Albert was a socialist, and he fought for the men in the mines, he was becoming known as a labor leader was a big part of a strike that lasted for 2 years. The strike failed mostly due to the fact that war was looming and coal was needed. The local companies took note of Albert’s involvement and blacklisted him in the local mines.
Albert took work in a smelter up in Trail. He might not have been very impressive to look at but he had a powerful voice and began to take up the Union cause, he quickly moved up the ranks and soon was the vice president of the BC Federation of Labor and president of the Trail Labor Council.
The war in Europe had been going for 2 years and more soldiers were needed, so the Canadian government brought in the draft, it was 1917. Goodwin was against the war but did sign up and register but applied for a deferment. Many others followed suit in seeking a deferment. When he was assessed for service, he was found to have bad teeth and was in very poor health, he was quite petite and in rough shape, he received his deferment.

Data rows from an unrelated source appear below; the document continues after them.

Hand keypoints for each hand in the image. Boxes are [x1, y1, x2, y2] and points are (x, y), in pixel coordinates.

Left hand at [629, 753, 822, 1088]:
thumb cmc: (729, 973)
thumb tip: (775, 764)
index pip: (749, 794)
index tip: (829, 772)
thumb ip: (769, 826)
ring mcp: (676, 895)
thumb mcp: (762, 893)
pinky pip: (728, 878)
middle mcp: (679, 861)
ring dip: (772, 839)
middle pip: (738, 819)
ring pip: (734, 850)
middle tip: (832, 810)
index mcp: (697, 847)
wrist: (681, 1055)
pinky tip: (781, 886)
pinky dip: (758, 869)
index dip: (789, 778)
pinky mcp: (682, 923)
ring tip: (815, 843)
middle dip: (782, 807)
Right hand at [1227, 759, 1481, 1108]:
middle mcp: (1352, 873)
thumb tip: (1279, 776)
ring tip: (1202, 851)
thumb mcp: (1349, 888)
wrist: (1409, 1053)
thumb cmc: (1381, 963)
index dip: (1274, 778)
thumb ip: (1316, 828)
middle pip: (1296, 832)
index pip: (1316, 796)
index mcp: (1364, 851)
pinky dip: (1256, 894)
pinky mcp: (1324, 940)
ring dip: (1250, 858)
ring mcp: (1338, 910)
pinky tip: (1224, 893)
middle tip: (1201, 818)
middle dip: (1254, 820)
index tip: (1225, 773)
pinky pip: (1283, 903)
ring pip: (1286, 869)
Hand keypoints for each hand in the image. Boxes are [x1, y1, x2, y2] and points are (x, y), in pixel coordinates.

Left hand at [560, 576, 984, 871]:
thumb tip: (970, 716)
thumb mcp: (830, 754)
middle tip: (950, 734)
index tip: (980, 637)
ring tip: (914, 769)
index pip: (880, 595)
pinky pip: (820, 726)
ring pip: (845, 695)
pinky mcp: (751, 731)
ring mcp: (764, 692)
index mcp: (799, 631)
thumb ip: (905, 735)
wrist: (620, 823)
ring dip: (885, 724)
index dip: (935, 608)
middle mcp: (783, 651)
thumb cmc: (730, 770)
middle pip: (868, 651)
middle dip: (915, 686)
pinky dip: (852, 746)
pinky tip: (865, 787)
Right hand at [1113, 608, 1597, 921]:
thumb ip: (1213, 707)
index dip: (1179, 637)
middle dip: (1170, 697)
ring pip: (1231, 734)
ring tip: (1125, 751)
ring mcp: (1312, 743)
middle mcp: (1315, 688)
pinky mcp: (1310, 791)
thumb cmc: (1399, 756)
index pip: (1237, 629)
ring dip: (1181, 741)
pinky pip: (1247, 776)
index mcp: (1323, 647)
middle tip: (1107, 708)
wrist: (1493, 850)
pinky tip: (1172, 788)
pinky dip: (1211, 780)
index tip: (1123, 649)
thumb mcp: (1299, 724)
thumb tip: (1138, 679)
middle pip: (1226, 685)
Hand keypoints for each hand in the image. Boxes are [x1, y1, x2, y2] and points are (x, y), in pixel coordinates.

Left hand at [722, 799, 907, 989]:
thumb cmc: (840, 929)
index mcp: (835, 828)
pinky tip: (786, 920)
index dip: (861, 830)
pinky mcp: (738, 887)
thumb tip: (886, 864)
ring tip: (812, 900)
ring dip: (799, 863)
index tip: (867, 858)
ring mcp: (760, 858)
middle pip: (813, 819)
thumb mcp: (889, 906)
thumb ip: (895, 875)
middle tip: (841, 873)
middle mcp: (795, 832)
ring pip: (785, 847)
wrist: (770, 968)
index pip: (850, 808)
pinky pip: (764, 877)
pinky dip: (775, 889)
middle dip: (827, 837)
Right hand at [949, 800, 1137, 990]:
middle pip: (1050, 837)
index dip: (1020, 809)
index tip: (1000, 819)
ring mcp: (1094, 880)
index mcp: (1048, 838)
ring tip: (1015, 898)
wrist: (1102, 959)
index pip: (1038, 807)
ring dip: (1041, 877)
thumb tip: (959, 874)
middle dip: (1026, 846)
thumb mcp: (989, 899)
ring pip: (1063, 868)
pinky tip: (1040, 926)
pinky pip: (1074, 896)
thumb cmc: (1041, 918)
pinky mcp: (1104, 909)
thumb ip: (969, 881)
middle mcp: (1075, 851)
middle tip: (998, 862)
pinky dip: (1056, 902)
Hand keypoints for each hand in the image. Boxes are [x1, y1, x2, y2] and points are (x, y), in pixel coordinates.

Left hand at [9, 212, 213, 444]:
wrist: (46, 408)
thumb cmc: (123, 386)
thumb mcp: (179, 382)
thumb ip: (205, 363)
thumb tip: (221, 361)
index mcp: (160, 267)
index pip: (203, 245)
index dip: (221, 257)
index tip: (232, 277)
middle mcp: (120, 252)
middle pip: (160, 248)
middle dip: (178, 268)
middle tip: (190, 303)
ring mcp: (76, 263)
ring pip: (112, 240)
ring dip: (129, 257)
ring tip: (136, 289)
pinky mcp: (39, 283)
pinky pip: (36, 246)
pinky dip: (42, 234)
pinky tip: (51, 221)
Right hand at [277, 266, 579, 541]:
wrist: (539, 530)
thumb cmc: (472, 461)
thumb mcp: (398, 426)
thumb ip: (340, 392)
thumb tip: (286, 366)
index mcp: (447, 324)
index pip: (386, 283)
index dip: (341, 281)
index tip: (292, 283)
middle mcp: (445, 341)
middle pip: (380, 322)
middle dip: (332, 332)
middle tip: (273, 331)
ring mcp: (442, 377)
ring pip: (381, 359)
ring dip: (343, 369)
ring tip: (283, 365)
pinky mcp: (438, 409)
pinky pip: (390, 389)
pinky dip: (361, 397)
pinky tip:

He continued to fight for the workers and was instrumental in a strike that shut down the smelter, just 2 weeks after the strike began, Albert was called back in for another assessment and was found to be fit for service. He had no interest in fighting in Europe and headed off to Cumberland and from there into the wilds of Vancouver Island, He was not alone, many others joined him. They were helped by the people of Cumberland and another labor leader Joe Naylor. a socialist and union activist who has been a mentor to Goodwin.
The Dominion Police were tasked with apprehending these deserters but with all the locals helping the band and their knowledge of these woods, the police were no closer to finding these men than they were when they began 3 months back. The police hired a special constable named Dan Campbell, Dan operated a hotel outside Victoria but at one time he had been a policeman until he was fired for corruption. He was a man who knew his way around the forest and was good with a rifle.
On July 27, Campbell came upon Goodwin in the woods where he was picking berries, and he shot Goodwin, he said that he pointed a rifle at him, and he had to shoot in self-defense. Many did not believe this, even the authorities were in doubt and Campbell was arrested and charged with manslaughter and taken to Victoria.
When Albert Ginger Goodwin was buried, the mines shut down and everyone walked behind his coffin in a huge procession. In Vancouver the unions called for a one-day strike in honor of Goodwin, 5500 workers left their jobs, the army was called in and there was much violence. The soldiers considered the strikers as traitors.
Shortly after Campbell’s Arrest, a grand jury reached the decision that Campbell fired in self-defense and that there would be no trial. Campbell was set free.